L'histoire étant pour Weill à la fois "Dieu qui marche" , et selon un aphorisme emprunté à Schiller, "le tribunal du monde" , la Révolution va être jugée en fonction d'un certain état d'esprit théologique et d'une conception apologétique, sans doute inattendus, mais que l'on retrouve également dans la pensée néo-catholique de l'époque. L'idée de faire intervenir la Providence dans le cours de l'histoire constitue, en effet, un article de foi fondamental chez Lamennais. Alexandre Weill perçoit la Révolution française comme un phénomène métaphysique, dans ses prémisses et ses conséquences: "châtiment divin" de l'impiété humaine, à l'époque du légitimisme ; plus tard, fait religieux positif, en ce sens que l'événement se trouve à l'origine de "la religion divine de l'Etre Suprême" et de la Raison philosophique. La composante spéculative et rationaliste est intégrée ici, et de manière paradoxale, à l'héritage biblique. Pour l'écrivain, à la recherche d'une harmonie troublée par le conflit de la double allégeance, la Révolution française, loin d'être facteur de discordance, devient source d'unité. D'une unité qui lui est en quelque sorte organique, puisqu'elle allait faire se rencontrer deux génies ayant eu pour vocation de passer les vieilles vérités "au crible de la raison pure" : le génie français de 1789 et le génie mosaïque des premiers temps .
En fait, la Révolution française sera comprise comme une réminiscence du passé, doublée d'une ouverture sur l'avenir. Aboutissement de toute l'histoire humaine, "seconde sortie d'Egypte", délivrance de vingt siècles d'esclavage, symbole de l'indépendance et de la responsabilité absolue de l'Homme au regard de l'Histoire, mais aussi point de départ d'une ère nouvelle. Ayant rompu en visière avec les religions révélées -- le catholicisme dogmatique et le judaïsme talmudique -- la Révolution annonce l'avènement d'un nouvel Evangile dont l'écrivain ne cessera de se proclamer le prophète à partir des années soixante : retour à la loi du Dieu de raison originel, à la doctrine authentique de Moïse, celle de Weill bien entendu, débarrassée de ses "scories" métaphysiques, plus particulièrement, sa croyance en la grâce, au miracle et au pardon. Dépassant le stade de la rénovation politique, la Révolution, par la proclamation d'une liberté et d'une raison humaines inspirées de l'auteur du Pentateuque, doit être saisie comme un essai de restauration d'un ordre déiste ancien.
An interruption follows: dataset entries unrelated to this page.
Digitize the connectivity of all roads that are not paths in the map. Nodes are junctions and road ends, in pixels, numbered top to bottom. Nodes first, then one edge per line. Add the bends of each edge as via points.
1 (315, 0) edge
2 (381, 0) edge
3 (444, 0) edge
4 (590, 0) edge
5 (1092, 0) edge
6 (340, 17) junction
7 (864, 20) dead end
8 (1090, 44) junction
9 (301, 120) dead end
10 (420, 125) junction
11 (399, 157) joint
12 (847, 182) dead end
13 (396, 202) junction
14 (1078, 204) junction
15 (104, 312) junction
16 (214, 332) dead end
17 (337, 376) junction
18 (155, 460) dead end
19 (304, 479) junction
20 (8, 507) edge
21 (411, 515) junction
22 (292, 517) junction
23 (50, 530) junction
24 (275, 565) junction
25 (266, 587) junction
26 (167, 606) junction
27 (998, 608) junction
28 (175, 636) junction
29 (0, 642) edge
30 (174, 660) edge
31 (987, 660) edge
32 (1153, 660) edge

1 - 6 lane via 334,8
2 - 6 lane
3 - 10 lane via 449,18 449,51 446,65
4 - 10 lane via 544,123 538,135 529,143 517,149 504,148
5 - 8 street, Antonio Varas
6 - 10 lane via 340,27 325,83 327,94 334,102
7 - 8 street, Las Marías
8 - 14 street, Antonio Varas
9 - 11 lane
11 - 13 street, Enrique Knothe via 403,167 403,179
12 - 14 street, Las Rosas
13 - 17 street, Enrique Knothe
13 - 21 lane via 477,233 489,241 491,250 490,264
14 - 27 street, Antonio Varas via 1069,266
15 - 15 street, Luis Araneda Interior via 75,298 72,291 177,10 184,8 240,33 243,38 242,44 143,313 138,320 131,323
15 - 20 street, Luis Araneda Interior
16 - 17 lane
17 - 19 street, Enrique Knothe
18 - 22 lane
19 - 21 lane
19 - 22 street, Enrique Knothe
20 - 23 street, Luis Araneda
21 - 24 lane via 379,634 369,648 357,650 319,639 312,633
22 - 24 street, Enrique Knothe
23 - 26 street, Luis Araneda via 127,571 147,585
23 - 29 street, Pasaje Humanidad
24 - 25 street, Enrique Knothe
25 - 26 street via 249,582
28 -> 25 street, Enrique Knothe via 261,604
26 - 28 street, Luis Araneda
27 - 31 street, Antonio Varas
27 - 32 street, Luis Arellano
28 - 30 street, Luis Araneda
Car Moïse est le détenteur de la vérité philosophique intégrale, c'est également le plus grand législateur politique et social que l'humanité ait jamais connu. Son époque, celle du "plus grand idéal de l'histoire universelle", raconte les hauts faits d'un peuple d'esclaves, brisant ses chaînes et passant de l'oppression à la liberté, à l'aide de sa seule spiritualité et de la propagation de ses grands principes : l'égalité de toutes les créatures devant Dieu, leur solidarité innée, l'amour du prochain, l'abolition de l'esclavage, la suppression des privilèges, la défense du pauvre, de la veuve et de l'orphelin. Autant d'idéaux qui, proclamés au commencement des temps, font partie de l'infrastructure philosophique, sociologique et morale de la Révolution française. Moïse, premier philosophe du devoir, a su instituer le régime "de droit divin", à partir de l'idée d'un "Dieu incarné dans la loi de l'Etat", posant ainsi les fondations du "Temple de la Démocratie future" .
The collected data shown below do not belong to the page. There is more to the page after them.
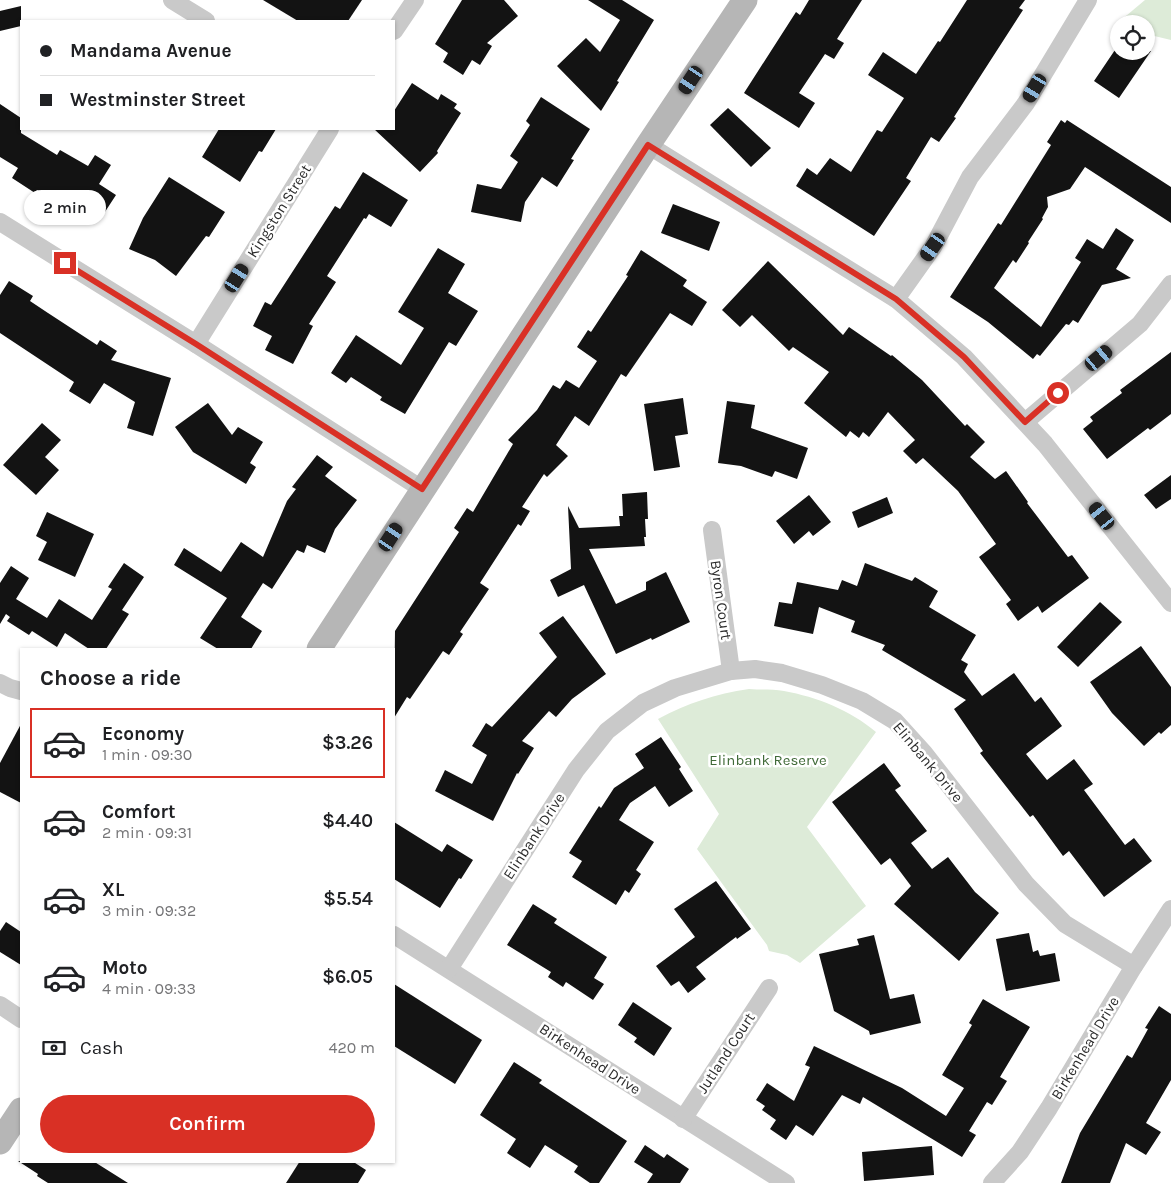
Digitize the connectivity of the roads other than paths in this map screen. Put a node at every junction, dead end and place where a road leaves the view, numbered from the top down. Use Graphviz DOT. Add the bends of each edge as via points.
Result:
graph roads {
  1 [pos="172,0"];
  2 [pos="415,0"];
  3 [pos="745,0"];
  4 [pos="1088,0"];
  5 [pos="204,20"];
  6 [pos="395,30"];
  7 [pos="329,130"];
  8 [pos="648,145"];
  9 [pos="0,222"];
  10 [pos="1171,284"];
  11 [pos="896,299"];
  12 [pos="196,344"];
  13 [pos="1025,422"];
  14 [pos="422,489"];
  15 [pos="712,530"];
  16 [pos="1171,603"];
  17 [pos="320,648"];
  18 [pos="731,671"];
  19 [pos="0,683"];
  20 [pos="20,691"];
  21 [pos="1171,909"];
  22 [pos="395,936"];
  23 [pos="1134,966"];
  24 [pos="449,969"];
  25 [pos="769,988"];
  26 [pos="0,1005"];
  27 [pos="20,1018"];
  28 [pos="20,1112"];
  29 [pos="683,1119"];
  30 [pos="0,1142"];
  31 [pos="786,1183"];
  32 [pos="992,1183"];
  1 -- 5 [label="street"];
  2 -- 6 [label="street"];
  3 -- 8 [label="main road"];
  4 -- 11 [label="street" via="1026,103 970,177 933,247"];
  7 -- 12 [label="street, Kingston Street"];
  8 -- 11 [label="street"];
  8 -- 14 [label="main road"];
  9 -- 12 [label="street"];
  10 -- 13 [label="street" via="1140,324"];
  11 -- 13 [label="street" via="964,357"];
  12 -- 14 [label="street"];
  13 -- 16 [label="street"];
  14 -- 17 [label="main road"];
  15 -- 18 [label="street, Byron Court"];
  18 -- 23 [label="street, Elinbank Drive" via="773,671 822,685 862,701 894,721 924,754 1026,884 1065,924"];
  18 -- 24 [label="street, Elinbank Drive" via="676,688 643,703 606,731 576,770"];
  19 -- 20 [label="street"];
  21 -- 23 [label="street, Birkenhead Drive"];
  22 -- 24 [label="street, Birkenhead Drive"];
  23 -- 32 [label="street, Birkenhead Drive" via="1049,1108 1020,1152"];
  24 -- 29 [label="street, Birkenhead Drive"];
  25 -- 29 [label="street, Jutland Court"];
  26 -- 27 [label="street"];
  28 -- 30 [label="main road"];
  29 -- 31 [label="street, Birkenhead Drive"];
}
Le rapprochement entre quatre-vingt-neuf et la thématique biblique n'est évidemment pas du ressort exclusif d'Alexandre Weill. Après la Déclaration des Droits figurée en un premier temps par les Tables de la Loi, d'autres auront l'idée d'amalgamer les principes judéo-chrétiens avec ceux de la Révolution. Ainsi, et à titre d'exemples, Joseph Salvador ainsi que James Darmesteter se référeront au code de Moïse, et le saint-simonien Enfantin, aux Evangiles.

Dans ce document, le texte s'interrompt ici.